#### To do:
Please reproduce, exactly and with nothing added, the lines of the material below that run from the one containing "middle dip: (950, 793)" to the end.

━━ Material for this exercise

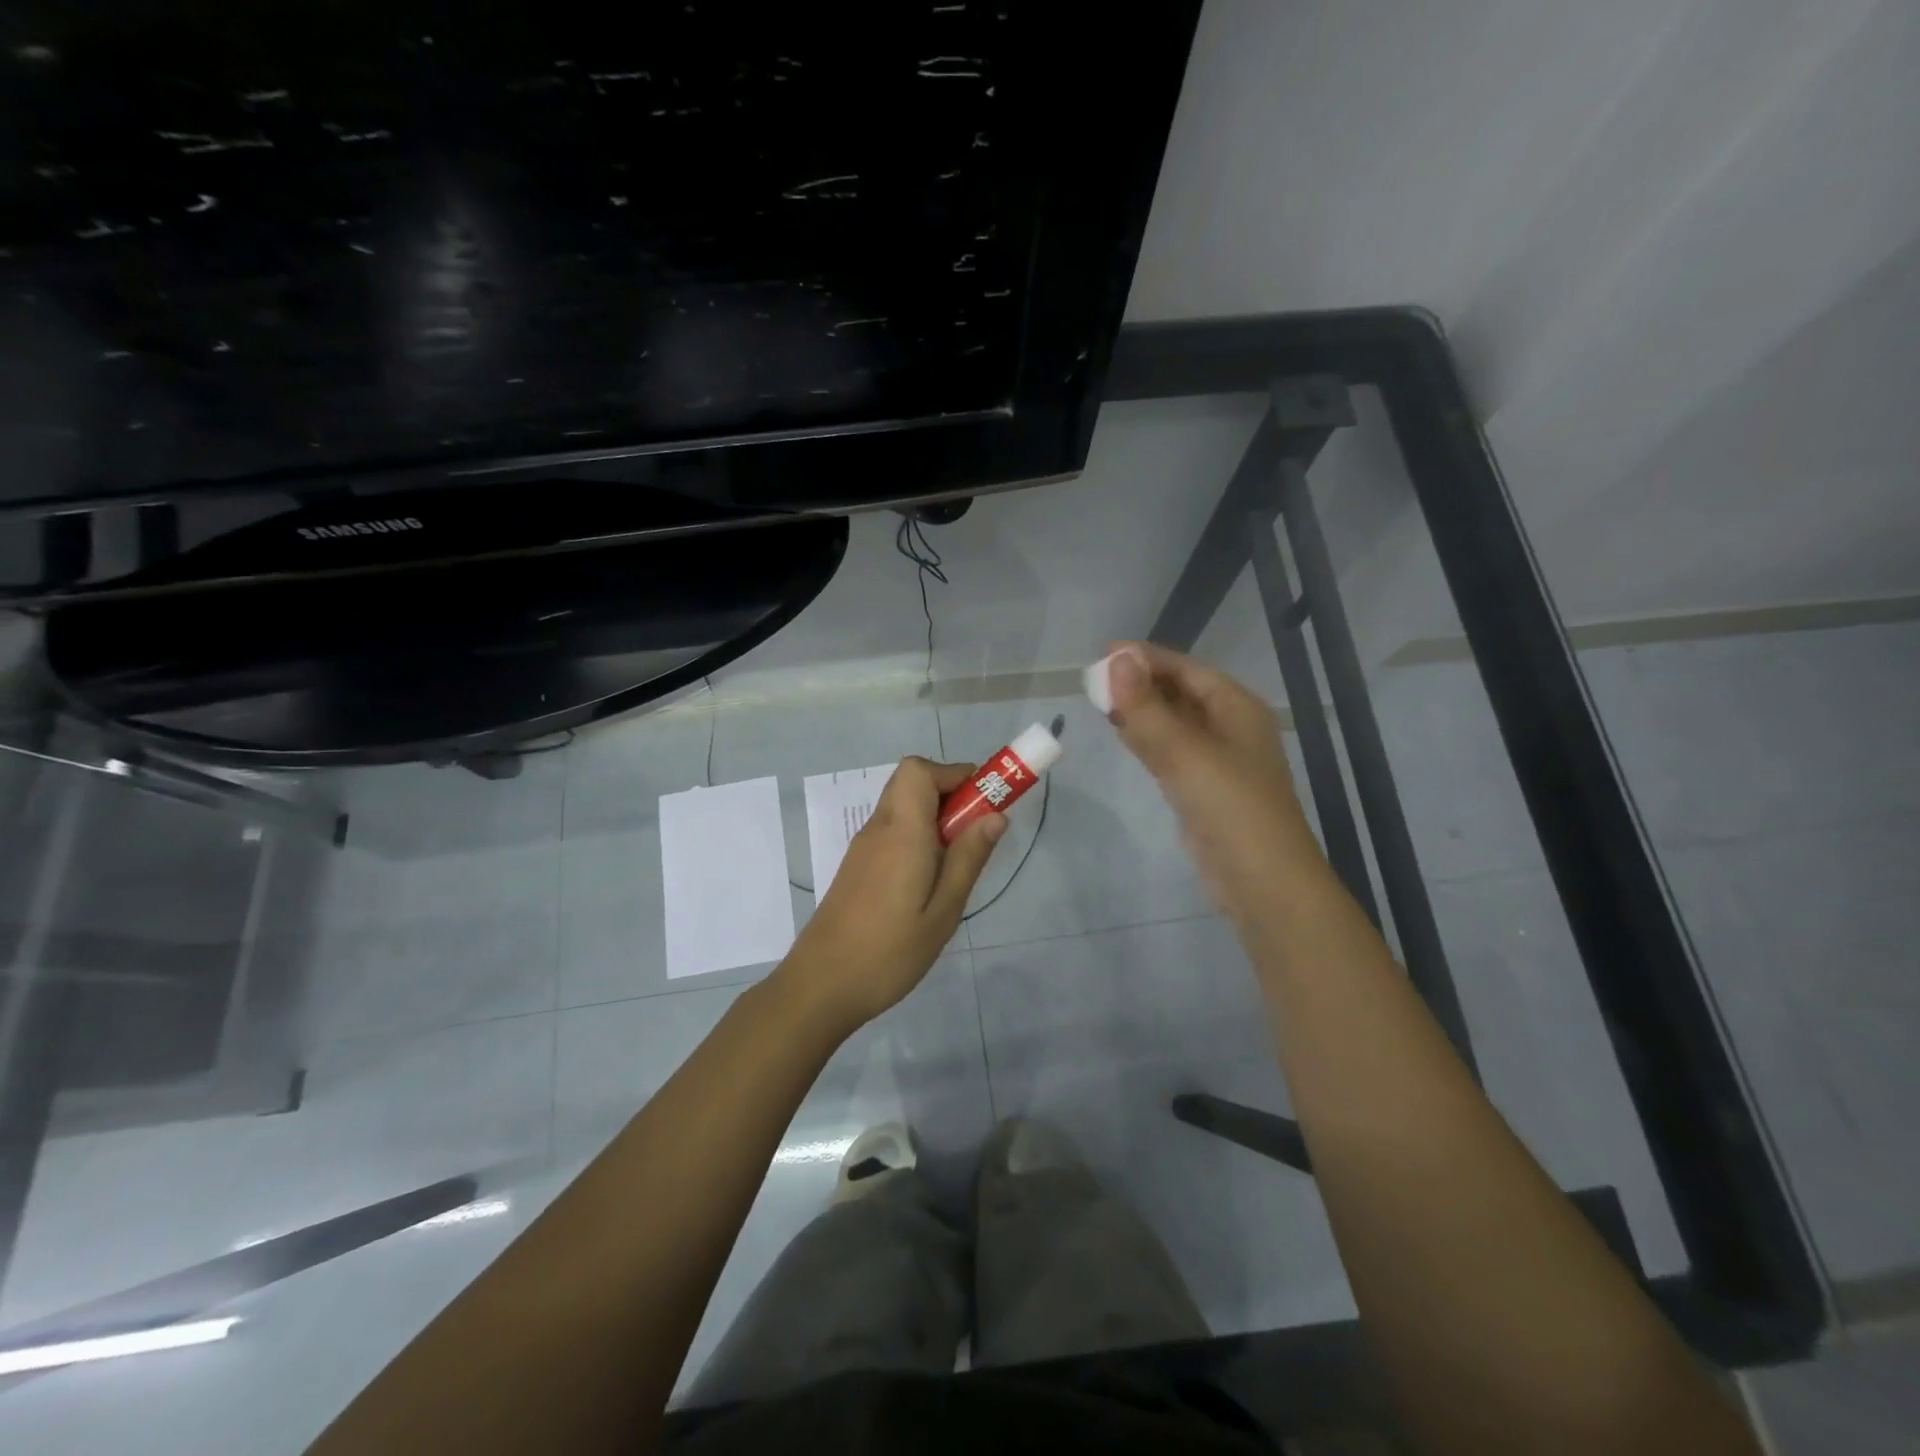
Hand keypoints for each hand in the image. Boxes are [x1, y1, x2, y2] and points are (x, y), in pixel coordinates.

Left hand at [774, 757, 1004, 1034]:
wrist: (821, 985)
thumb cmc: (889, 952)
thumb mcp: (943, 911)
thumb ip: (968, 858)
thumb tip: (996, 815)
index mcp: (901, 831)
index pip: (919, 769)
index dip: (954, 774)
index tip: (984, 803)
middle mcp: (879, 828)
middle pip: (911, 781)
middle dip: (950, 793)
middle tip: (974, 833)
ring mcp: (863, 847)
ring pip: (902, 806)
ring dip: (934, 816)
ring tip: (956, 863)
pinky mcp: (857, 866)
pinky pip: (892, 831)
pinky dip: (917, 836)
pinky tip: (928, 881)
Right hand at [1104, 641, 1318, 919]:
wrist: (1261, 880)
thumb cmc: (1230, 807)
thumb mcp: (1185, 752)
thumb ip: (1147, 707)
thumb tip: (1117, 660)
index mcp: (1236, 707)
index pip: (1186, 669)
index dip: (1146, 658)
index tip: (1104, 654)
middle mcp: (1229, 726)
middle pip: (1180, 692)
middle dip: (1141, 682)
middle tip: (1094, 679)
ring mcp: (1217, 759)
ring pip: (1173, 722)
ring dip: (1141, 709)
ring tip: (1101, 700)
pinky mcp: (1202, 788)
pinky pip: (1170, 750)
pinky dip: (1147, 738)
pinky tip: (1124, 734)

━━━━

#### Exercise response:
middle dip: (950, 793)
middle tip: (974, 833)
ring mcp: (863, 847)
ring pip: (902, 806)
ring dip: (934, 816)
ring tip: (956, 863)
pinky mcp: (857, 866)
pinky pip: (892, 831)
pinky dip: (917, 836)
pinky tip: (928, 881)
Right hand at [1104, 641, 1318, 919]:
wrist: (1261, 880)
thumb cmc: (1230, 807)
thumb mcp: (1185, 752)
thumb ip: (1147, 707)
thumb tip: (1117, 660)
index mcp: (1236, 707)
index pip: (1186, 669)
index dip: (1146, 658)
index tip: (1104, 654)
middle mcp: (1229, 726)
middle pip: (1180, 692)
middle dip: (1141, 682)
middle tip: (1094, 679)
ring mcp: (1217, 759)
ring pip: (1173, 722)
ring dip: (1141, 709)
ring tip: (1101, 700)
pinky mcp: (1202, 788)
pinky pip: (1170, 750)
pinky dip: (1147, 738)
pinky tip: (1124, 734)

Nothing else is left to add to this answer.